Remarquez que cette logique est la même que celle à l'oeuvre dans la décentralisation : lorsque l'État transfère des compétences aux régions, par exemple, il faut s'assurer que les emplois qui disparaissent au niveau national sont au moins aussi nombreux que ceux créés au niveau régional. Il faut veiller au respect de la même règle en cas de transfert des États membres vers l'Union européenne, pour garantir aux citoyens que, suivant l'esprit du principe de subsidiarité, un euro au moins est économisé au niveau national pour un euro supplémentaire dépensé à Bruxelles.
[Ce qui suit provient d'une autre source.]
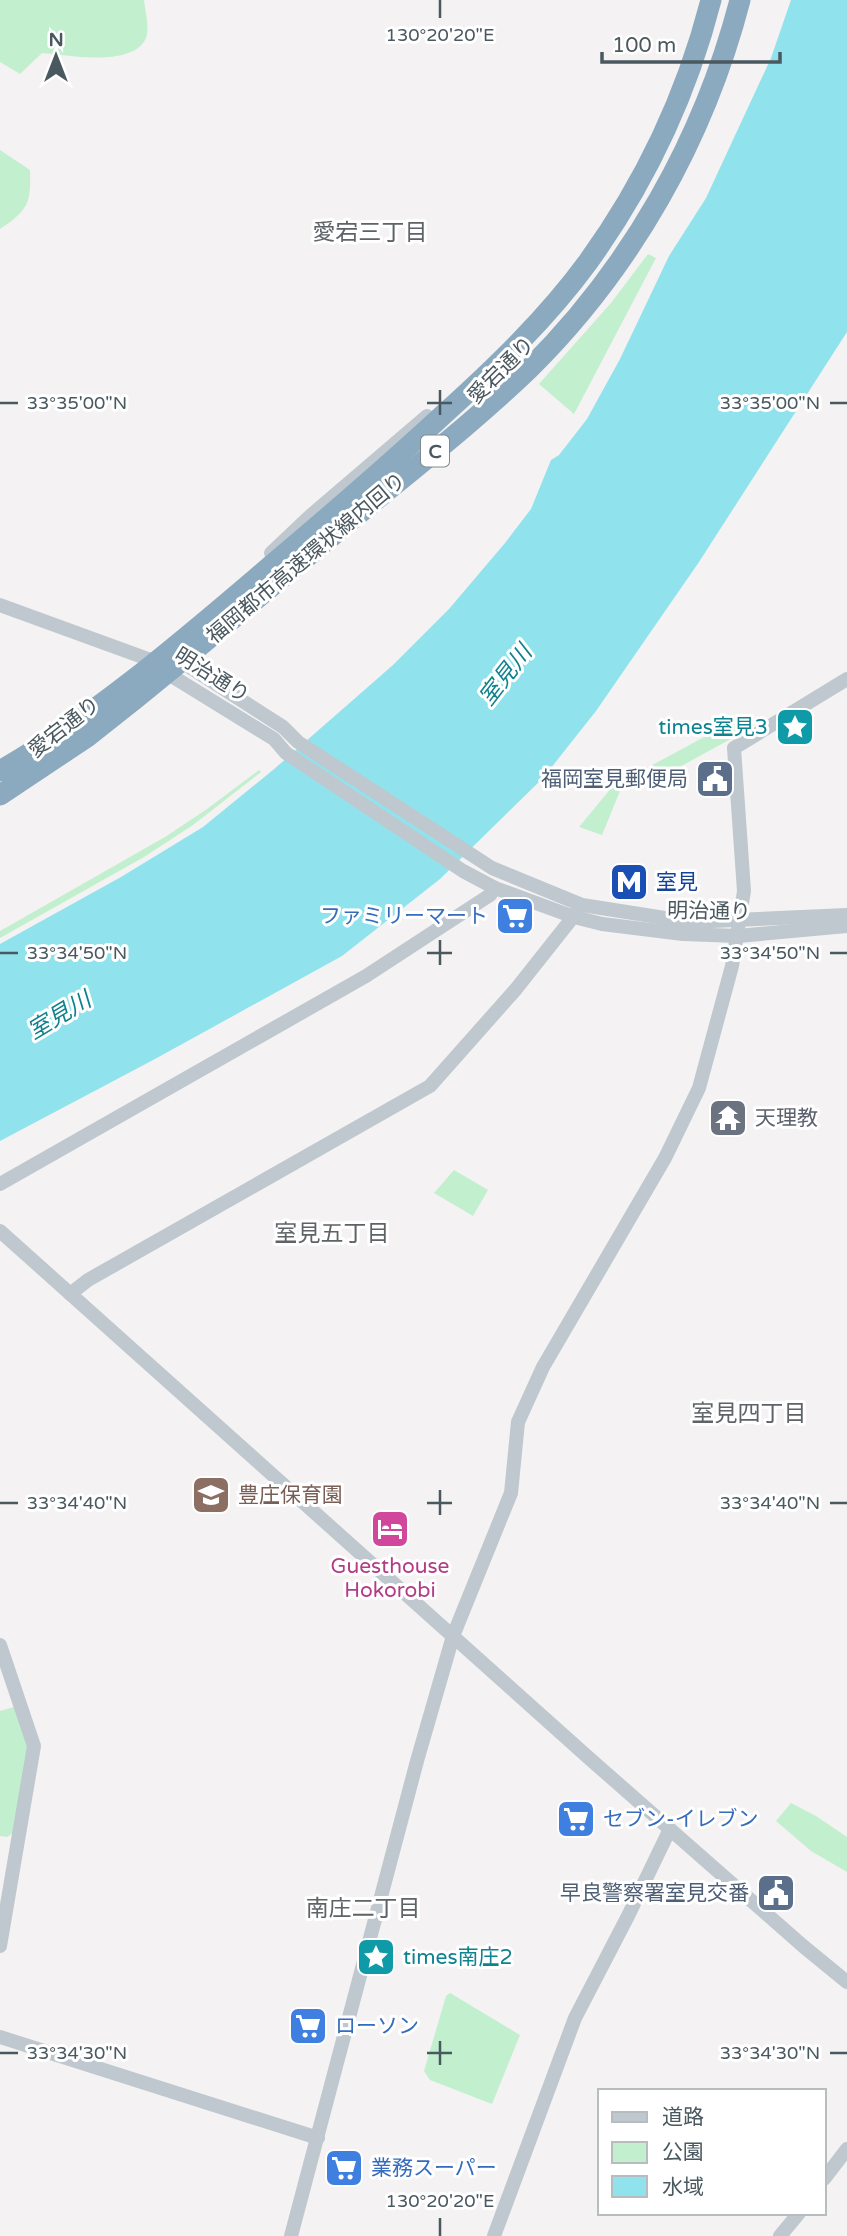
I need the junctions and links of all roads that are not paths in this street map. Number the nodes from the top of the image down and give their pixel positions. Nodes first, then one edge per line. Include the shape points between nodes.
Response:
1 (712, 0) edge
2 (726, 0) edge
3 (740, 0) edge
4 (665, 188) junction
5 (0, 605) edge
6 (148, 660) junction
7 (183, 662) junction
8 (166, 672) junction
9 (847, 679) edge
10 (0, 771) edge
11 (0, 796) edge
12 (495, 888) junction
13 (578, 911) junction
14 (847, 915) edge
15 (847, 926) edge
16 (739, 928) junction
17 (0, 1184) edge
18 (0, 1231) edge
19 (70, 1294) junction
20 (453, 1636) junction
21 (0, 1645) edge
22 (670, 1829) junction
23 (0, 1946) edge
24 (847, 1982) edge
25 (0, 2037) edge
26 (318, 2138) junction
27 (847, 2149) edge
28 (826, 2176) edge
29 (797, 2215) edge
30 (291, 2236) edge
31 (494, 2236) edge
32 (780, 2236) edge

1 - 6 street, 愛宕通り via 705,33 644,176 578,273 501,356
1 - 10 highway, C via 693,64 655,151 618,218 553,306 379,474 232,599 121,690
2 - 4 highway
3 - 4 street, 愛宕通り via 716,81
3 - 11 highway, 福岡都市高速環状線内回り / C via 715,81 672,176 623,257 551,346 472,419 145,691
4 - 7 street, 愛宕通り via 636,240 564,336 474,427
5 - 6 street, 明治通り
6 - 7 street, 明治通り
6 - 8 street, 明治通り
6 - 10 street, 愛宕通り via 65,727
7 - 8 street, 愛宕通り
7 - 13 street, 明治通り via 472,856
8 - 11 street, 愛宕通り via 46,769
8 - 12 street, 明治通り
9 - 16 street via 734,748 744,891
12 - 13 street, 明治通り
12 - 17 street via 366,976
13 - 16 street, 明治通り
13 - 19 street via 430,1086
14 - 16 street, 明治通り
15 - 16 street, 明治通り
16 - 20 street via 699,1088 665,1158 525,1402 511,1493
18 - 19 street
19 - 20 street
20 - 22 street
20 - 26 street
21 - 23 street via 34,1746
22 - 24 street
22 - 31 street via 575,2018
25 - 26 street
26 - 30 street
27 - 28 street
29 - 32 street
Dans certains domaines, si l'on donnait la pleine compétence, avec les moyens correspondants, à l'Union européenne, un euro supplémentaire dépensé à Bruxelles se traduirait par une économie de vingt-huit euros.
Il est fondamental de mettre en place un tel mécanisme, en faisant jouer le réseau des cours des comptes nationales, la Cour des comptes européenne ou les commissions des finances nationales - nous n'avons fait qu'évoquer ce chantier, qui n'entrait pas dans notre mandat. Cette réflexion est indispensable au moment où nous allons être amenés, par exemple, à transformer l'Office européen de police (Europol) en une sorte de Federal Bureau of Investigation (FBI) européen. Il s'agit, en somme, de mutualiser les moyens nationaux pour augmenter la rentabilité budgétaire et l'efficacité technique.